Entries taken from a collection:
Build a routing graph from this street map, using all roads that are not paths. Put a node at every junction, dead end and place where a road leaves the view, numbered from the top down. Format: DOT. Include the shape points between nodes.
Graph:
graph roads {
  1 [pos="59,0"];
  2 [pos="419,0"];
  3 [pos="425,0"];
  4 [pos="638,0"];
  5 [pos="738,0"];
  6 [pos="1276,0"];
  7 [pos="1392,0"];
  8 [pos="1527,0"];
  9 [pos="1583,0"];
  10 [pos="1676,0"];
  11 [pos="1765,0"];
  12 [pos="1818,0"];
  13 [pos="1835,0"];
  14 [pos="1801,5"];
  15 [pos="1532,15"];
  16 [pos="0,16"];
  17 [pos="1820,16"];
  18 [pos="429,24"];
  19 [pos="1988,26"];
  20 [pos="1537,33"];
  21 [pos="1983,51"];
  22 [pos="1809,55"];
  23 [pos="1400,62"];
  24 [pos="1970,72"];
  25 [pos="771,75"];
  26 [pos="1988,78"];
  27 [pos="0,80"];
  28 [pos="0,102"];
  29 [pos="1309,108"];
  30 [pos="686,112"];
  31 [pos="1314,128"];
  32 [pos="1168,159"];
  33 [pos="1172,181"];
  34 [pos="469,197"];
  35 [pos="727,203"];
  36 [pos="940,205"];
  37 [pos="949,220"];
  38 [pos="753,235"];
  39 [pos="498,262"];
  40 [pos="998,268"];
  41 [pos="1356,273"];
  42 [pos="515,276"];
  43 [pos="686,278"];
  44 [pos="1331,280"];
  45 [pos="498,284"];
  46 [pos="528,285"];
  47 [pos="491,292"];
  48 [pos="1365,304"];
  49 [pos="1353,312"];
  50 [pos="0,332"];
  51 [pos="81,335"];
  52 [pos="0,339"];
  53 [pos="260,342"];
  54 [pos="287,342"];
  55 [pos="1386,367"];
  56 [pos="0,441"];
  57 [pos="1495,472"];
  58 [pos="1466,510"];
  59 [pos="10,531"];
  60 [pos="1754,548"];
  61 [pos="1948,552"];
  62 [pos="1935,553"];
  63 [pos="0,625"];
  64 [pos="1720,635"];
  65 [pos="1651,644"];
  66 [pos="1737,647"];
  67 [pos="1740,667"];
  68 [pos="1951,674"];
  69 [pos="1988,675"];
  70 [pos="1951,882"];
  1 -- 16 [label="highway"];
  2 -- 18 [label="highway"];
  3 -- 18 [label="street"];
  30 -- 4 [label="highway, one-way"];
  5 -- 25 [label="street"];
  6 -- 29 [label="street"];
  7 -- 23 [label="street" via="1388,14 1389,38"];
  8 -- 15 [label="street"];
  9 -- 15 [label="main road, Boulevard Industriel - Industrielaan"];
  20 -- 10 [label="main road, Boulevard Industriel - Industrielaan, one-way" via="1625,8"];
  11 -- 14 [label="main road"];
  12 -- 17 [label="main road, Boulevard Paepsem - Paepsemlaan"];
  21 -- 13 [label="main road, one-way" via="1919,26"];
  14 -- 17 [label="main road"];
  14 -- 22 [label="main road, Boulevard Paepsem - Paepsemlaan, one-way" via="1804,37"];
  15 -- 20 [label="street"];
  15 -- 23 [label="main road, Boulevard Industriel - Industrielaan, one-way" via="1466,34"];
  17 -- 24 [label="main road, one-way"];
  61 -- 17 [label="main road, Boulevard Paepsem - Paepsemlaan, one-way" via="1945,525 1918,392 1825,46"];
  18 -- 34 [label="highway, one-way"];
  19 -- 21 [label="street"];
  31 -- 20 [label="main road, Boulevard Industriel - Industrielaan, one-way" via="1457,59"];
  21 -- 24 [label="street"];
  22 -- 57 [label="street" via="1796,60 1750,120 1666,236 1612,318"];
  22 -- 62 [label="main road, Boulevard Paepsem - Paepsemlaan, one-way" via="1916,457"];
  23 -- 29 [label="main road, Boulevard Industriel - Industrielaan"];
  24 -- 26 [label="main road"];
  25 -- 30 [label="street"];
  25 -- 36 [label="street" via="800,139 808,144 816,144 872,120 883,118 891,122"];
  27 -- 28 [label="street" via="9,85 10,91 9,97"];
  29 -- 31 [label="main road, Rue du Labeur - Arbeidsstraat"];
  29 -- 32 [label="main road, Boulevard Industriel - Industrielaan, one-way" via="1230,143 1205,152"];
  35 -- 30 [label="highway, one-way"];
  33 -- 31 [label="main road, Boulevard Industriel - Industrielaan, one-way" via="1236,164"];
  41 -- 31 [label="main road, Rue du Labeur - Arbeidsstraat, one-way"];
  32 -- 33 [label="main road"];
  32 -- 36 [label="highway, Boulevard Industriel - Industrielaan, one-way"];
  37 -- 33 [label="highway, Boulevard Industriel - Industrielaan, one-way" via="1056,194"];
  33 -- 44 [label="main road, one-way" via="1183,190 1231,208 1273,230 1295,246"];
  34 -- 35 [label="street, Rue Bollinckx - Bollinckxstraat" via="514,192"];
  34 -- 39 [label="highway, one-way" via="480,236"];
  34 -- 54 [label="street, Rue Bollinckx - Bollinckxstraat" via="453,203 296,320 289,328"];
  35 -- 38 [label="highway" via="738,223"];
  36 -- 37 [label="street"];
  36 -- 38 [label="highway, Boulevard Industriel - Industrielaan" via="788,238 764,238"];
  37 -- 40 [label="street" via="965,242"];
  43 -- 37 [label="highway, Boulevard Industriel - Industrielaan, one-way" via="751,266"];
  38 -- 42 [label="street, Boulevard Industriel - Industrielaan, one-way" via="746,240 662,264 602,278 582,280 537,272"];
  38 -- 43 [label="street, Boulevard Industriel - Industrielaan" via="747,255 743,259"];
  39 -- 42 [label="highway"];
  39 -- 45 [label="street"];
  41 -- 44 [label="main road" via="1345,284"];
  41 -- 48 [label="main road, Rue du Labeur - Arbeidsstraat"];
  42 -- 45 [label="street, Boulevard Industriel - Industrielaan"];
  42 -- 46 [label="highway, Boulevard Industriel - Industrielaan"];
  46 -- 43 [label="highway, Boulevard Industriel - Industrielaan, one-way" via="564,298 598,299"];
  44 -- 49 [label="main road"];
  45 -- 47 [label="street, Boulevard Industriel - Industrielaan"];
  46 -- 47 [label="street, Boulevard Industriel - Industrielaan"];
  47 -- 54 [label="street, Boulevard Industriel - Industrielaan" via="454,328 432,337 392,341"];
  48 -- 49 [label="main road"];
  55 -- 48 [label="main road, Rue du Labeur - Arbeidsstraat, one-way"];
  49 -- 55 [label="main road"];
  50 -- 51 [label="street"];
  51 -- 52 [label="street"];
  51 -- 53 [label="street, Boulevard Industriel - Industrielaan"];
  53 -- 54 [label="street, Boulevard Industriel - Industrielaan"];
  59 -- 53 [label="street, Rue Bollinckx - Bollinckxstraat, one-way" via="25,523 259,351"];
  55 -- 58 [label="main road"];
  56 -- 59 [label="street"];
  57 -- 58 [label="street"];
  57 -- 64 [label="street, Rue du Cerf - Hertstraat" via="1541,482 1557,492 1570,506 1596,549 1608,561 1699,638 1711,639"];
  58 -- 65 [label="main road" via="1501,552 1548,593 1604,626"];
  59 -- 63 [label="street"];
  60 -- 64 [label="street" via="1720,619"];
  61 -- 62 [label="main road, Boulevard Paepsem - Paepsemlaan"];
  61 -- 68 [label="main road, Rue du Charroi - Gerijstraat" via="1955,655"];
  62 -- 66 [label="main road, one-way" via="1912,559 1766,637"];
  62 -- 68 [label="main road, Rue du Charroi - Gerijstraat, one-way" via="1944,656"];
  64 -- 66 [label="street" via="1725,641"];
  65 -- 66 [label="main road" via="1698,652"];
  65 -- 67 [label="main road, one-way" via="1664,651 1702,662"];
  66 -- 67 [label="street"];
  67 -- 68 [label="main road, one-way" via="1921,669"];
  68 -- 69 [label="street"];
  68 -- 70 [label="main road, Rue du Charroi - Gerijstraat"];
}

• Exercise description: Lines that contain "roads" are the result; find them in the entries above and copy each one.

• Solution to the exercise:
Build a routing graph from this street map, using all roads that are not paths. Put a node at every junction, dead end and place where a road leaves the view, numbered from the top down. Format: DOT. Include the shape points between nodes.
graph roads {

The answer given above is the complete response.